In our lives we often search for that one person to meet all our needs. Someone to take care of us, to fill the void we feel. All to often we end up searching in the wrong places and snagging the wrong fish. We place such a high value in having a person (any person) in our life, that we overlook their shortcomings, we defer to them and become dependent on them. In many cases they can't really live up to our lofty expectations and the relationship goes through some very tough times, maybe even failure. Dependency (waiting to be rescued) on others is definitely not good, but learning to be less dependent on ourselves is even worse. The problem with looking for answers to life's challenges outside ourselves (using other peoples ideas and advice, books with lists, TV talk show hosts) is that we lose touch with who we are and eventually our ability to solve our own issues rusts away. When we become dependent we don't develop our own problem solving skills, we don't take risks, and we don't experience the rush of success or the exhilaration of high self-esteem that is the result of "doing it our way". We don't know what we want or need in our life and we certainly don't develop a personalized balanced life philosophy.

If we are to be independent and healthy, we must first learn to listen to and love ourselves. In truth, we cannot love others unless we first possess a loving acceptance of ourselves and who we are. Can we expect others to respect/love us if we are not prepared to love ourselves? No! In all fairness, we cannot expect others to do what we are not prepared to do.

A healthy person in a healthy environment lives out the balance between work, play, laughter, aloneness, and touch. It's interesting about touch, it seems that it takes away the toxins in the touched person and they feel less lonely, less sad and more hopeful. We can touch people in many ways: with our words, our eyes, or physically touch them. The power in touch has the ability to be life altering. It seems that in reaching out and touching people we can make a difference, not only to their lives but to ours as well.

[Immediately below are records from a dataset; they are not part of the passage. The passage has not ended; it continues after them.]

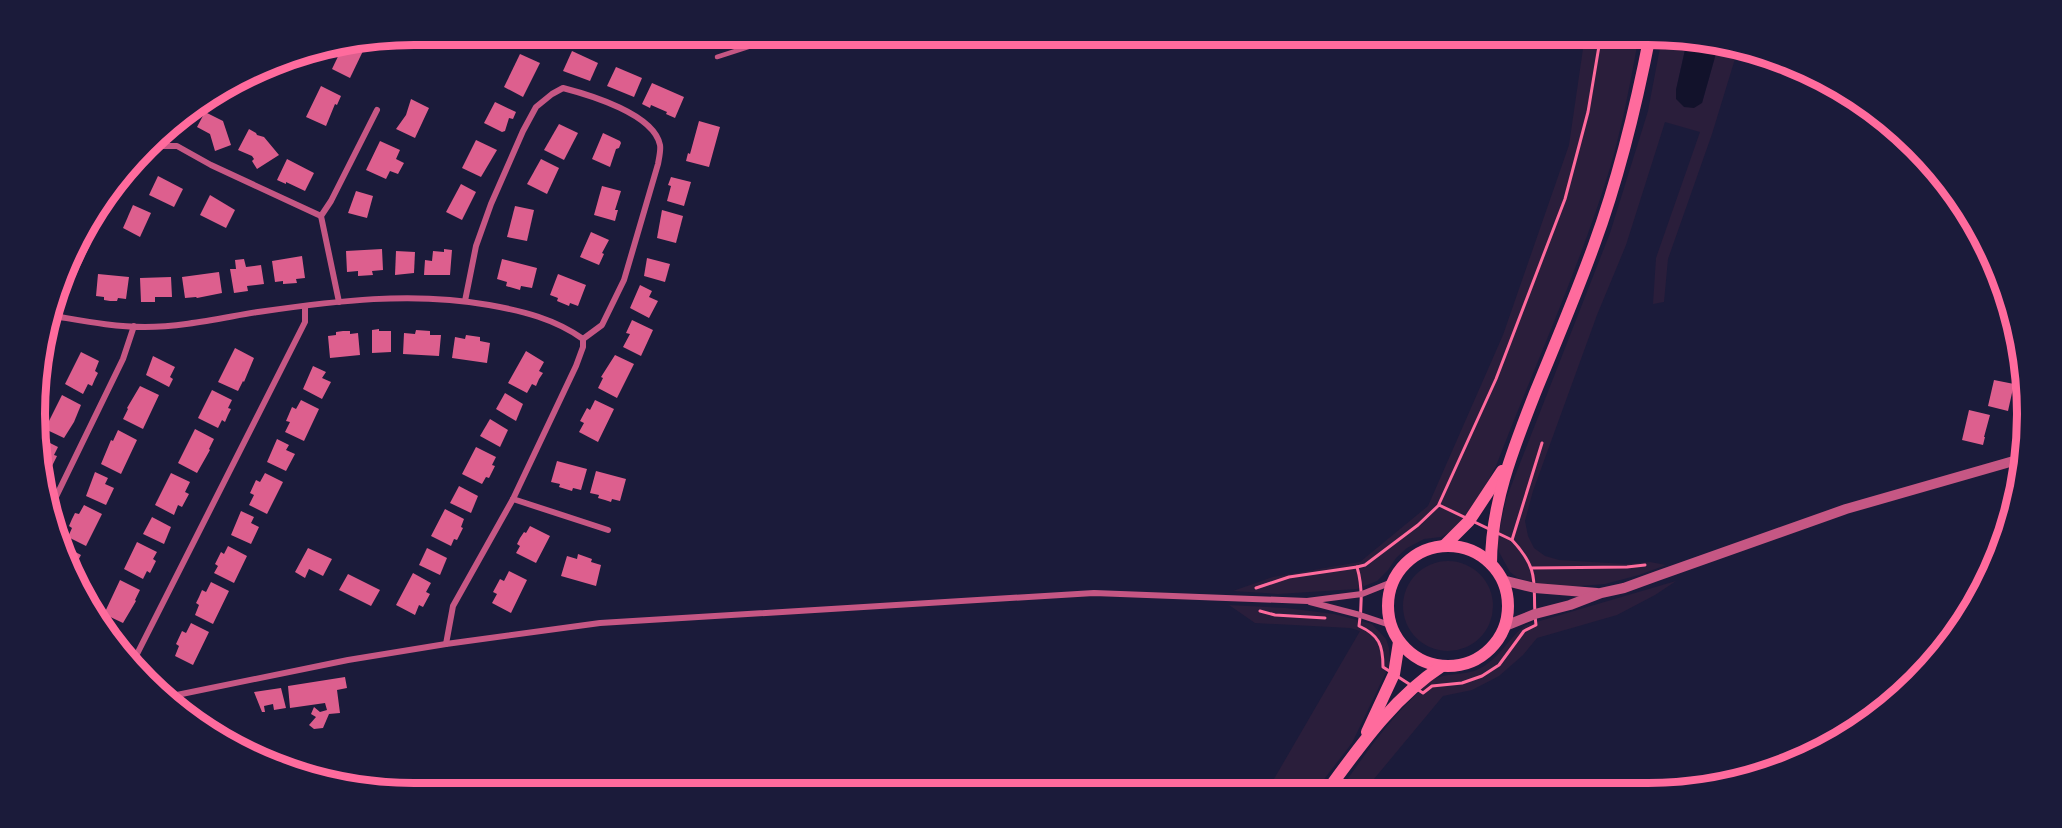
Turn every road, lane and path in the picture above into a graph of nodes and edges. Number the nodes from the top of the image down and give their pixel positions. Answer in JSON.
{"nodes":[{"id":1,"x":749,"y":45,"type":"edge"},
{"id":2,"x":1599,"y":45,"type":"edge"},
{"id":3,"x":1648,"y":45,"type":"edge"},
{"id":4,"x":717,"y":57,"type":"dead end"},
{"id":5,"x":377,"y":110,"type":"dead end"},
{"id":6,"x":162,"y":145,"type":"edge"},
{"id":7,"x":321,"y":216,"type":"junction"},
{"id":8,"x":95,"y":227,"type":"edge"},
{"id":9,"x":68,"y":286,"type":"edge"},
{"id":10,"x":465,"y":301,"type":"junction"},
{"id":11,"x":339,"y":302,"type":"junction"},
{"id":12,"x":305,"y":306,"type":"junction"},
{"id":13,"x":59,"y":316,"type":"edge"},
{"id":14,"x":134,"y":326,"type":"junction"},
{"id":15,"x":583,"y":339,"type":"junction"},
{"id":16,"x":1542,"y":443,"type":"dead end"},
{"id":17,"x":2014,"y":461,"type":"edge"},
{"id":18,"x":1508,"y":463,"type":"junction"},
{"id":19,"x":55,"y":498,"type":"edge"},
{"id":20,"x":513,"y":499,"type":"junction"},
{"id":21,"x":1439,"y":505,"type":"junction"},
{"id":22,"x":1469,"y":520,"type":"junction"},
{"id":23,"x":608,"y":530,"type":"dead end"},
{"id":24,"x":1492,"y":530,"type":"junction"},
{"id":25,"x":1512,"y":540,"type":"junction"},
{"id":26,"x":1444,"y":546,"type":"junction"},
{"id":27,"x":1491,"y":564,"type":"junction"},
{"id":28,"x":1357,"y":567,"type":"junction"},
{"id":29,"x":1532,"y":568,"type":"junction"},
{"id":30,"x":1657,"y":576,"type":"junction"},
{"id":31,"x":1502,"y":580,"type":"junction"},
{"id":32,"x":1392,"y":582,"type":"junction"},
{"id":33,"x":1535,"y":588,"type":"junction"},
{"id":34,"x":1600,"y":593,"type":"junction"},
{"id":35,"x":1362,"y":594,"type":"junction"},
{"id":36,"x":1244,"y":598,"type":"junction"},
{"id":37,"x":1307,"y":601,"type":"junction"},
{"id":38,"x":1534,"y":614,"type":"junction"},
{"id":39,"x":1360,"y":615,"type":"junction"},
{"id":40,"x":1325,"y":619,"type":"dead end"},
{"id":41,"x":1390,"y":625,"type":"junction"},
{"id":42,"x":1505,"y":626,"type":"junction"},
{"id":43,"x":1399,"y":642,"type":"junction"},
{"id":44,"x":446,"y":644,"type":"junction"},
{"id":45,"x":136,"y":656,"type":"edge"},
{"id":46,"x":1442,"y":666,"type":"junction"},
{"id":47,"x":1394,"y":674,"type":"junction"},
{"id":48,"x":1414,"y":687,"type":"junction"},
{"id":49,"x":176,"y":695,"type":"edge"},
{"id":50,"x":1361,"y":743,"type":"junction"},
{"id":51,"x":1333,"y":783,"type":"edge"}],
"edges":[{"from":1,"to":4,"type":"lane"},
{"from":2,"to":21,"type":"path"},
{"from":3,"to":18,"type":"main road"},
{"from":5,"to":7,"type":"street"},
{"from":6,"to":7,"type":"street"},
{"from":7,"to":11,"type":"street"},
{"from":8,"to":9,"type":"street"},
{"from":10,"to":11,"type":"street"},
{"from":10,"to":15,"type":"street"},
{"from":10,"to":15,"type":"street"},
{"from":11,"to":12,"type":"street"},
{"from":12,"to":14,"type":"street"},
{"from":12,"to":45,"type":"street"},
{"from":13,"to":14,"type":"street"},
{"from":14,"to":19,"type":"street"},
{"from":15,"to":20,"type":"street"},
{"from":16,"to":25,"type":"path"},
{"from":17,"to":30,"type":"street"},
{"from":18,"to":22,"type":"main road"},
{"from":18,"to":24,"type":"main road"},
{"from":20,"to":23,"type":"street"},
{"from":20,"to":44,"type":"street"},
{"from":21,"to":22,"type":"path"},
{"from":21,"to":28,"type":"path"},
{"from":22,"to":24,"type":"path"},
{"from":22,"to":26,"type":"main road"},
{"from":24,"to":25,"type":"path"},
{"from":24,"to":27,"type":"main road"},
{"from":25,"to":29,"type":"path"},
{"from":26,"to":27,"type":"main road"},
{"from":26,"to":32,"type":"main road"},
{"from":27,"to":31,"type":"main road"},
{"from":28,"to":35,"type":"path"},
{"from":28,"to":36,"type":"path"},
{"from":29,"to":30,"type":"path"},
{"from":29,"to":33,"type":"path"},
{"from":30,"to":34,"type":"street"},
{"from":31,"to":33,"type":"street"},
{"from":31,"to":42,"type":"main road"},
{"from":32,"to":35,"type":"street"},
{"from":32,"to":41,"type":"main road"},
{"from":33,"to":34,"type":"street"},
{"from":33,"to":38,"type":"path"},
{"from":34,"to":38,"type":"street"},
{"from":35,"to":37,"type":"street"},
{"from":35,"to":39,"type":"path"},
{"from":36,"to":37,"type":"street"},
{"from":36,"to":40,"type":"path"},
{"from":36,"to":44,"type":"street"},
{"from":37,"to":39,"type":"street"},
{"from":38,"to":42,"type":"street"},
{"from":38,"to":48,"type":"path"},
{"from":39,"to":41,"type":"street"},
{"from":39,"to":47,"type":"path"},
{"from":41,"to":43,"type":"main road"},
{"from":42,"to":46,"type":"main road"},
{"from":43,"to":46,"type":"main road"},
{"from":43,"to":47,"type":"main road"},
{"from":44,"to":49,"type":"street"},
{"from":46,"to":48,"type":"main road"},
{"from":47,"to":48,"type":"path"},
{"from":47,"to":50,"type":"main road"},
{"from":48,"to":50,"type":"main road"},
{"from":50,"to":51,"type":"main road"}]}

A healthy/well person is one who loves themselves and understands that they are "in charge" of their life and are committed to maintaining a balanced lifestyle. They appreciate their current family and friends, as well as their "family of origin" and those positive messages they have been given on how to live life to the fullest. They understand that to maintain their health they need to consciously work towards healthy choices. Most people do not have the necessary permission/messages in their computer (heads) to allow them to live a balanced life. So, they must choose to stay healthy, they must make conscious decisions, plan, become knowledgeable about what it takes to be and stay healthy. For most of us, living a healthy lifestyle is not an automatic decision; it is a moment-by-moment choice!